The Chinese make their children hideous on the last night of the year with paper
masks, so that the smallpox demon may pass them by. (DOOLITTLE, Vol. II, p. 316.)
Smell: If you imagine you can smell flowers, it is a sign of death (Great Britain), or the
presence of snakes in the house (India).
Smile: A corpse with a smile on its lips, forebodes another death in the family. cf. Eye.
Smok: A flying dragon which appears in the folklore of all Slavic nations.
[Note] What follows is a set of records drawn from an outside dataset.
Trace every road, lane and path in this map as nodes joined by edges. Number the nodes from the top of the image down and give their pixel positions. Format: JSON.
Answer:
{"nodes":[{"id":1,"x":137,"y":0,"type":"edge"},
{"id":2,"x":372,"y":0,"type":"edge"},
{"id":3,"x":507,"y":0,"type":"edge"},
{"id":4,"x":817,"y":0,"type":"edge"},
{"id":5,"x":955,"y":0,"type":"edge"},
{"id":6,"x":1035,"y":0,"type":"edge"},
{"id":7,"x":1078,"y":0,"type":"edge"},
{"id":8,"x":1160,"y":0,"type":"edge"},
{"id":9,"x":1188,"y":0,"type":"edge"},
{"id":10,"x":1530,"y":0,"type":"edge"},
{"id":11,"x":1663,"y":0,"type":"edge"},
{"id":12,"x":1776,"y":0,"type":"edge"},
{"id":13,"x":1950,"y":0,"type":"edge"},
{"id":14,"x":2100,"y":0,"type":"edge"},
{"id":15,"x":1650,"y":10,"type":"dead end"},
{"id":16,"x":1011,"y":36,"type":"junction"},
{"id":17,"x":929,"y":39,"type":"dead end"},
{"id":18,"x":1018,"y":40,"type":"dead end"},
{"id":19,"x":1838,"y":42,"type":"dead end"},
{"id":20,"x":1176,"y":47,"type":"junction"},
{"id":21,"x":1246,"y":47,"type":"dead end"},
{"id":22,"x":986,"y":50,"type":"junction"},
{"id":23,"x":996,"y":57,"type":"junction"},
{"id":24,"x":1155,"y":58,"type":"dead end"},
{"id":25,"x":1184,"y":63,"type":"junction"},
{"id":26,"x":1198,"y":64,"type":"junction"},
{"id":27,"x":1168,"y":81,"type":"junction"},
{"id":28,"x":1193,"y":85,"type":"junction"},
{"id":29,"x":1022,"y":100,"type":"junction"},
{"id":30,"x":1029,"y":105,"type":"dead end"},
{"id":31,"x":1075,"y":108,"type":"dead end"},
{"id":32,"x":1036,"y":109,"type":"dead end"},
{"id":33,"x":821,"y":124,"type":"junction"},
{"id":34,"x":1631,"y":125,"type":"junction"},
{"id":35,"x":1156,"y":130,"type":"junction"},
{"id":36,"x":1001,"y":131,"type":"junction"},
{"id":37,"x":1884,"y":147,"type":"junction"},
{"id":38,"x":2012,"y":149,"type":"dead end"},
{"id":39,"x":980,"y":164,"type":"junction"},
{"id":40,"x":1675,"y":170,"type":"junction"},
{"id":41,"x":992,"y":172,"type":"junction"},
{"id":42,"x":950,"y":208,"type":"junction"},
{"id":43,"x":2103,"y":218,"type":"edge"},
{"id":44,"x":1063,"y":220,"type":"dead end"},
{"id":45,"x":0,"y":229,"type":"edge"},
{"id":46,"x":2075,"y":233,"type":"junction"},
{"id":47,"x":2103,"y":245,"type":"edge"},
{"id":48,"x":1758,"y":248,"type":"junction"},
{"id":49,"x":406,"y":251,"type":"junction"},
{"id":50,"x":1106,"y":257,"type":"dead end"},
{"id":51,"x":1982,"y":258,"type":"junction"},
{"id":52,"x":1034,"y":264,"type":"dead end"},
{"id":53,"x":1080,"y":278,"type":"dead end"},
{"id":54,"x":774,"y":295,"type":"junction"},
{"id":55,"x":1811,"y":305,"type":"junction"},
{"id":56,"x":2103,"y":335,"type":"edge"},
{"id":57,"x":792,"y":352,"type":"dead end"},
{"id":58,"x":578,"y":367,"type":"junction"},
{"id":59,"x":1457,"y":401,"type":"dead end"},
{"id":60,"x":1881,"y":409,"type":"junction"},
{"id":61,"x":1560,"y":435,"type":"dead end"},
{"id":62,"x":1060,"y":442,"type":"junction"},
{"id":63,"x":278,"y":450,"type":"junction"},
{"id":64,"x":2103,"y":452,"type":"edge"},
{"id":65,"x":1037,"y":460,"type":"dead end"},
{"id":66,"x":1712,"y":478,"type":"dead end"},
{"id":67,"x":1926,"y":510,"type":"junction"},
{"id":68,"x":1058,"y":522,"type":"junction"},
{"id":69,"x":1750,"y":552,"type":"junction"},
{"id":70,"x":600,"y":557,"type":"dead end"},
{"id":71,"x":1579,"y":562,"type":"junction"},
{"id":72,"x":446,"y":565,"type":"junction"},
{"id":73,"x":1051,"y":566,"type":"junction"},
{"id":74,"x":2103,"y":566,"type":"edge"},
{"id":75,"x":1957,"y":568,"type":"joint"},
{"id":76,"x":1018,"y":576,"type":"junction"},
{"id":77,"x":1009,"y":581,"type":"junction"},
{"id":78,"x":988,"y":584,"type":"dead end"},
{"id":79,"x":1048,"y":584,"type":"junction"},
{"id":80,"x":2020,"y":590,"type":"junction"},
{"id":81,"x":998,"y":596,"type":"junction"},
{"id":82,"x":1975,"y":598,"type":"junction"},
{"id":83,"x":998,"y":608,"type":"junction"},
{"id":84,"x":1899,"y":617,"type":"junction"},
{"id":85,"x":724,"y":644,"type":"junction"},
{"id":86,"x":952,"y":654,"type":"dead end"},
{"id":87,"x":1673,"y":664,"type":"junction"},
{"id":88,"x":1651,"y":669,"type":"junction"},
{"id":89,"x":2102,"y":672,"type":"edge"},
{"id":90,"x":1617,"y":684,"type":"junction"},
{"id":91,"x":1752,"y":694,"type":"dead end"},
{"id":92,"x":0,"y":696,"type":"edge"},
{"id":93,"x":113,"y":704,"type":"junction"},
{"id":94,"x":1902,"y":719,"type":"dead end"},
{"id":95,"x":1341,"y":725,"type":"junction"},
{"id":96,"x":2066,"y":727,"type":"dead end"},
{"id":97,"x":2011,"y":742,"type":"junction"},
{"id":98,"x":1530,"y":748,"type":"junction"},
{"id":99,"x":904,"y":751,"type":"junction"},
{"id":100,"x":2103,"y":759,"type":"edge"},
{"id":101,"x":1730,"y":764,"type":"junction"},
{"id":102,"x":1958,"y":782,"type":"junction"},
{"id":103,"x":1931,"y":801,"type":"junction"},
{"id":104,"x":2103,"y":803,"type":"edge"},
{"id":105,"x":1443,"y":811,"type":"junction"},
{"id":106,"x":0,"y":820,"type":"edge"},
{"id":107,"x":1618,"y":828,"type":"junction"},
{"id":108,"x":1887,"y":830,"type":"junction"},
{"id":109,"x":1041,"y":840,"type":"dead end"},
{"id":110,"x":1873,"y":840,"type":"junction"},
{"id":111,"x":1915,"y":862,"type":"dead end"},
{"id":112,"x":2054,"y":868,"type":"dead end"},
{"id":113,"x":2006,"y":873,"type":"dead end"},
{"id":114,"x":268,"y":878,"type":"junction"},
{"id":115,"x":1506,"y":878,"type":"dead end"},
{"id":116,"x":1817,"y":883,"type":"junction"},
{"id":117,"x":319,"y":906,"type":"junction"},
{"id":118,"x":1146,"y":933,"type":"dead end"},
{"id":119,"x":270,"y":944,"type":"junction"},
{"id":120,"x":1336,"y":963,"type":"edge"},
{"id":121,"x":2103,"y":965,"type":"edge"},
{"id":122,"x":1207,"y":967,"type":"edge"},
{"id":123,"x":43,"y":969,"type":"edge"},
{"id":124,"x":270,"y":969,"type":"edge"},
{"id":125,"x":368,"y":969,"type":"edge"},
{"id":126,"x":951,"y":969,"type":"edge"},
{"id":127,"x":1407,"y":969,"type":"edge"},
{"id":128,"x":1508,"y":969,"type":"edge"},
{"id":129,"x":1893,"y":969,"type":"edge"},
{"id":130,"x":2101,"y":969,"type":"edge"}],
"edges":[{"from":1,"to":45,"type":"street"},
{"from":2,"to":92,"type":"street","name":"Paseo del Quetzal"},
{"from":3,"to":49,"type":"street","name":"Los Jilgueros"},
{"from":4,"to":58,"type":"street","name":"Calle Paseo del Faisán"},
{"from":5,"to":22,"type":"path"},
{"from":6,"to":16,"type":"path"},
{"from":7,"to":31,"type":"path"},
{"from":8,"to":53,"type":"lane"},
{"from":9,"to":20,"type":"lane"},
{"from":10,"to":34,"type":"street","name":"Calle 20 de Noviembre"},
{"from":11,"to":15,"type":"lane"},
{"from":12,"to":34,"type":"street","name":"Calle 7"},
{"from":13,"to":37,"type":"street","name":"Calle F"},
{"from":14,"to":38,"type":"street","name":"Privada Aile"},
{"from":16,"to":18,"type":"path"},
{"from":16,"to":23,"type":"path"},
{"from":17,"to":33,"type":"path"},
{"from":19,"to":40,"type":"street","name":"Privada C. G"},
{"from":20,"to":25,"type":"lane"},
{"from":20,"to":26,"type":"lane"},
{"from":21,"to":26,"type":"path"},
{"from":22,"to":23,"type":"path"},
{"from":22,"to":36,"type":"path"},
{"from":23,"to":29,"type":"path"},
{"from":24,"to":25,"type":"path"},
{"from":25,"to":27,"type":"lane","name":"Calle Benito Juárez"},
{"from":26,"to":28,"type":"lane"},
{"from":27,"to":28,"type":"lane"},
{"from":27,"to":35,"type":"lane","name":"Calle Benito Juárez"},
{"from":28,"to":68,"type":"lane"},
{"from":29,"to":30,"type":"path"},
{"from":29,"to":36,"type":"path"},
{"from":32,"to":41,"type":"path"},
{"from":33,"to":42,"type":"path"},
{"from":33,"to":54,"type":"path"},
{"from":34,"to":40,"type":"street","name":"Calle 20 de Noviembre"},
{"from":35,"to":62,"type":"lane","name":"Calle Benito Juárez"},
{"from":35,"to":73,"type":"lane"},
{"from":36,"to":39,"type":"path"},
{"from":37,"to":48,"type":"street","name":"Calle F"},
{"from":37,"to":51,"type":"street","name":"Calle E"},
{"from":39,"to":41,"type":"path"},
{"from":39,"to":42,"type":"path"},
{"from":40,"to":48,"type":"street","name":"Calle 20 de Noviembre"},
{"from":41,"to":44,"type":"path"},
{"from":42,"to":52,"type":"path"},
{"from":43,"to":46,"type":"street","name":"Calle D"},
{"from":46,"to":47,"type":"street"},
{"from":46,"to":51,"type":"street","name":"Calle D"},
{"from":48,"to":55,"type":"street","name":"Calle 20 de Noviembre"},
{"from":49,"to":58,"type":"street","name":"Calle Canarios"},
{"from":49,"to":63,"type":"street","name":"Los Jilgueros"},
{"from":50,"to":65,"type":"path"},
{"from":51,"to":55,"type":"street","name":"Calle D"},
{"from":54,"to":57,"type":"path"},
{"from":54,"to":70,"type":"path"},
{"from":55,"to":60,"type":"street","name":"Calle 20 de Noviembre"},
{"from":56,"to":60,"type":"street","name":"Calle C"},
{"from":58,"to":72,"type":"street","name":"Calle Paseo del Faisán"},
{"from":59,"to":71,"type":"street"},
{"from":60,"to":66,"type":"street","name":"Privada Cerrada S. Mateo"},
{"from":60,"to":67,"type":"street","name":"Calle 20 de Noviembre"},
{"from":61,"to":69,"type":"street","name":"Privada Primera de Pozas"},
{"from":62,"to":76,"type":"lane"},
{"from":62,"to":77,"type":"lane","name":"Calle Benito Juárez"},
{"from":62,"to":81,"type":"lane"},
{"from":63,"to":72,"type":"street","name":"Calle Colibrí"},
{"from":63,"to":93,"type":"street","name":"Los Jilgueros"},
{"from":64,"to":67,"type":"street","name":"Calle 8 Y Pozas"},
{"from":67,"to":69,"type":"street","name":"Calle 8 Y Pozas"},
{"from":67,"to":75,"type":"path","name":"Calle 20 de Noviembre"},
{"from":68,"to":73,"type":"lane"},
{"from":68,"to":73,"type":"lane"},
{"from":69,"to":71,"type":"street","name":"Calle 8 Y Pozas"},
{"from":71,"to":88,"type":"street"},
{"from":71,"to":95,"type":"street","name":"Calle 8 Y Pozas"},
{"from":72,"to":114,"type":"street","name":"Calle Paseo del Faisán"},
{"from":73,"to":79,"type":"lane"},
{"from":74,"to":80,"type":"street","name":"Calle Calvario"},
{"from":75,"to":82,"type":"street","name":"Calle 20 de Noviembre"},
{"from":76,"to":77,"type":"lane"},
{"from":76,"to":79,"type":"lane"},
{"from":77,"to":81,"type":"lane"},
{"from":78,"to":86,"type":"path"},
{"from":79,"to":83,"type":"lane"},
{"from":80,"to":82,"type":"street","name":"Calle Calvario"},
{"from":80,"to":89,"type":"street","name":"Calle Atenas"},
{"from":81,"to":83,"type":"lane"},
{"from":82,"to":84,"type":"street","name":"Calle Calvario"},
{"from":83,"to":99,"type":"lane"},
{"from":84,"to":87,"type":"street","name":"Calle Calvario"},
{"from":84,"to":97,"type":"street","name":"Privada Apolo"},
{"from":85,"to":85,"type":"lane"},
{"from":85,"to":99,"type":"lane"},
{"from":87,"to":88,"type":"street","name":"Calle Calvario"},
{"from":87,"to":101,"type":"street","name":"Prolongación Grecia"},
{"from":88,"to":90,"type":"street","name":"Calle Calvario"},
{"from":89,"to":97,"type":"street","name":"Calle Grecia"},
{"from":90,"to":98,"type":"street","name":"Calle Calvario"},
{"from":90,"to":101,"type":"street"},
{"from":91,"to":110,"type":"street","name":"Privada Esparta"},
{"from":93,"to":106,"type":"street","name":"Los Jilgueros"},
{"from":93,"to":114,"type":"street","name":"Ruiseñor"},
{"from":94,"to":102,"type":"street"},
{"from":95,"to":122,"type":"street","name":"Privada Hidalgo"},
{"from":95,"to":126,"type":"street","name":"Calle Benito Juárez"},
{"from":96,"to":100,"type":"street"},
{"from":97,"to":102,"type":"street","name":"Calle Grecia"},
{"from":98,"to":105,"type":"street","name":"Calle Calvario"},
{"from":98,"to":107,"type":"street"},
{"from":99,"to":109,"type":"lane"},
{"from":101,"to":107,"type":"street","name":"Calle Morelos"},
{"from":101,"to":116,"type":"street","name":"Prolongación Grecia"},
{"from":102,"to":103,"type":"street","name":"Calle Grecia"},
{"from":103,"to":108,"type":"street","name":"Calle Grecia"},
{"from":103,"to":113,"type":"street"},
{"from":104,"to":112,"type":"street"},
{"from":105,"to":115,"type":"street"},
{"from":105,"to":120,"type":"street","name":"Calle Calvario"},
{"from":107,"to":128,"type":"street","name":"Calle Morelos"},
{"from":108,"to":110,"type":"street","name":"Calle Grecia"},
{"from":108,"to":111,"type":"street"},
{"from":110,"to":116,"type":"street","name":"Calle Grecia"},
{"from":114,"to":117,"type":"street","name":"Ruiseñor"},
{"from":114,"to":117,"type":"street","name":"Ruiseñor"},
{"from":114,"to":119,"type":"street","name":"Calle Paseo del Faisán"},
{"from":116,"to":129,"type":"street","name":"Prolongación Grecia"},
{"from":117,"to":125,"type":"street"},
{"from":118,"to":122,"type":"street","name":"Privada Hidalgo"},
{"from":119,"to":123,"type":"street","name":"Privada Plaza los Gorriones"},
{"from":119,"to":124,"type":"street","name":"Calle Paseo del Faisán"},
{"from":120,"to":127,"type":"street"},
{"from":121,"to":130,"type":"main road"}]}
Smrtnice: Bohemian Folklore. A woman, haggard and dressed in white, who walks
beneath the windows of a house in which someone is dying. If she sits down at the
head of the bed, all hopes of recovery are lost; but if at the foot, the invalid may recover.
cf. Banshee, Bodachun Dun, Corpse Candles, Aderyn y Corph, Edgewell Oak,
Death Warnings, Habergeis, Boaloshtsh, Ahnfrau.
Snake: In some parts of the world, snakes are not killed because they are the living
homes of some "hapless souls."
Snakes are said to be the ancestors of some families (India). [A trace of totemism?]
Snakes smell of flowers. (HAGGARD, When the World Shook, Cassell’s Pop. Ed., p.